Malgré les cicatrices ouvertes, la peur a changé de camp, songea-t-elle.

Et elle redémarra.

Les branches des arbres qui mangeaient le parcours, les larges trous creusés par les pluies et les pierres qui frottaient contre le bas de caisse témoignaient de l’absence d’entretien de la piste depuis bien des années.

Grace progressa prudemment, aussi méfiante à l’égard d’une mauvaise ornière que de sa réaction lorsqu’elle arriverait à destination. Et c’est ainsi qu’après quelques minutes une bâtisse émergea du brouillard.

La jeune femme coupa le moteur, hypnotisée par ce paysage qui appartenait à une autre vie.

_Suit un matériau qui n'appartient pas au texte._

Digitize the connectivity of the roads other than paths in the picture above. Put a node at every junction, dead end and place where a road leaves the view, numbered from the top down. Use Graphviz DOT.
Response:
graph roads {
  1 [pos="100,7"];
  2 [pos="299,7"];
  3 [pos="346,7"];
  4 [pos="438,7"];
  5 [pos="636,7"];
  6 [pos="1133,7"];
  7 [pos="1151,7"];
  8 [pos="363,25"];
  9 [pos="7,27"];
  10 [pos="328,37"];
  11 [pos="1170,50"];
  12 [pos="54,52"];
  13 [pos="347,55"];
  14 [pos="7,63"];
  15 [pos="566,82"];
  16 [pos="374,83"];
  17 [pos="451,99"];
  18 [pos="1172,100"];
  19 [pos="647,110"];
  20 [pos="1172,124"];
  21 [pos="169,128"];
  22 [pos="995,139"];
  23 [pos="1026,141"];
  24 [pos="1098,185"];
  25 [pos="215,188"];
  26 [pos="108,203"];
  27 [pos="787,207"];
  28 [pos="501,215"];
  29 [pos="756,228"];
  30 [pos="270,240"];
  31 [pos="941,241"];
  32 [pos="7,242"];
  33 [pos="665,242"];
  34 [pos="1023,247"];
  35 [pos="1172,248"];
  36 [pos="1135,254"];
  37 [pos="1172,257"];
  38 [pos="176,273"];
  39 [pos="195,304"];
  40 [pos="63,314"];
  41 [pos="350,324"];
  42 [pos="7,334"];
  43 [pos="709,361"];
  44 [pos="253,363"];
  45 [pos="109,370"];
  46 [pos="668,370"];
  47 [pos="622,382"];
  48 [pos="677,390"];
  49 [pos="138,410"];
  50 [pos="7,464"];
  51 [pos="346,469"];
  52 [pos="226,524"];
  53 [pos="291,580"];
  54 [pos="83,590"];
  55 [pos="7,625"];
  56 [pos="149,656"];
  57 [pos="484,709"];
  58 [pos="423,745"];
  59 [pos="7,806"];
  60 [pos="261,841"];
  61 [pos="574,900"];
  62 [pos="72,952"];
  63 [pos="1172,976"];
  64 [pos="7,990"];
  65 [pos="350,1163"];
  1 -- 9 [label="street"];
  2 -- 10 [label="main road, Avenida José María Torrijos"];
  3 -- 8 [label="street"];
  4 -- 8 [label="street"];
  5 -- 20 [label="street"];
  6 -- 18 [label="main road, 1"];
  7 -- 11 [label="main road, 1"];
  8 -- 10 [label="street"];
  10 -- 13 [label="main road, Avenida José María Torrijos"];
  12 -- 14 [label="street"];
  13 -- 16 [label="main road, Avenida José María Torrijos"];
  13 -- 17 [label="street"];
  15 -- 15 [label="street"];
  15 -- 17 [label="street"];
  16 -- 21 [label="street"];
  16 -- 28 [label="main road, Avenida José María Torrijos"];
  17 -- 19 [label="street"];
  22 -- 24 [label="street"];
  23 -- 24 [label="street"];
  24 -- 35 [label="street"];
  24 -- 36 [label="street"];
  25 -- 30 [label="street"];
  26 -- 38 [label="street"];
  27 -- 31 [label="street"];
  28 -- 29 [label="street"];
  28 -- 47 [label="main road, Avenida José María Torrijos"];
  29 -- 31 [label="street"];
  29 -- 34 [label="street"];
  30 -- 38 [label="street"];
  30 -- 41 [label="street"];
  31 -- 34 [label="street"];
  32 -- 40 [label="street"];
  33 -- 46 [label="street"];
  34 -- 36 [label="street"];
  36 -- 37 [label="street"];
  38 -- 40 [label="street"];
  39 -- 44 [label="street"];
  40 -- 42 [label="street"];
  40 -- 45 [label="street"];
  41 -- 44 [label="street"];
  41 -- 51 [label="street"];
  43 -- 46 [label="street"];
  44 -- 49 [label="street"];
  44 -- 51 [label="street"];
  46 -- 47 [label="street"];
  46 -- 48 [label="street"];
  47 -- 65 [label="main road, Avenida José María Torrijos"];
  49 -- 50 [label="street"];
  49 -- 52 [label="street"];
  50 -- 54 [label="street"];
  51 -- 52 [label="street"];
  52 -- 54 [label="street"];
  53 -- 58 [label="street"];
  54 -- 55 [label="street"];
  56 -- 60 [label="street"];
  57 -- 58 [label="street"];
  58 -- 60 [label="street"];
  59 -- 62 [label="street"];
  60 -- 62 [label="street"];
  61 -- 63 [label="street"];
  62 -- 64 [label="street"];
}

Si l’on faisait abstraction de la couche de neige, rien n’avait changé : le jardin et son massif de rhododendrons, cachette privilégiée de l’époque encore heureuse de son enfance, les deux rosiers grimpants, le long du mur, qui se rejoignaient en arche au-dessus de la porte d’entrée. Celle-ci, pour la petite fille qu’elle était, se transformait en un passage vers un monde magique. La remise, vestige de l’ancienne ferme, était toujours là, accolée au bâtiment principal. Autrefois débarras riche en trésors à dénicher, elle était devenue un garage lorsque ses parents avaient décidé d’acheter une voiture afin d’accompagner Grace jusqu’à l’école, après « la chose », comme ils avaient pris l’habitude de mal nommer son enlèvement.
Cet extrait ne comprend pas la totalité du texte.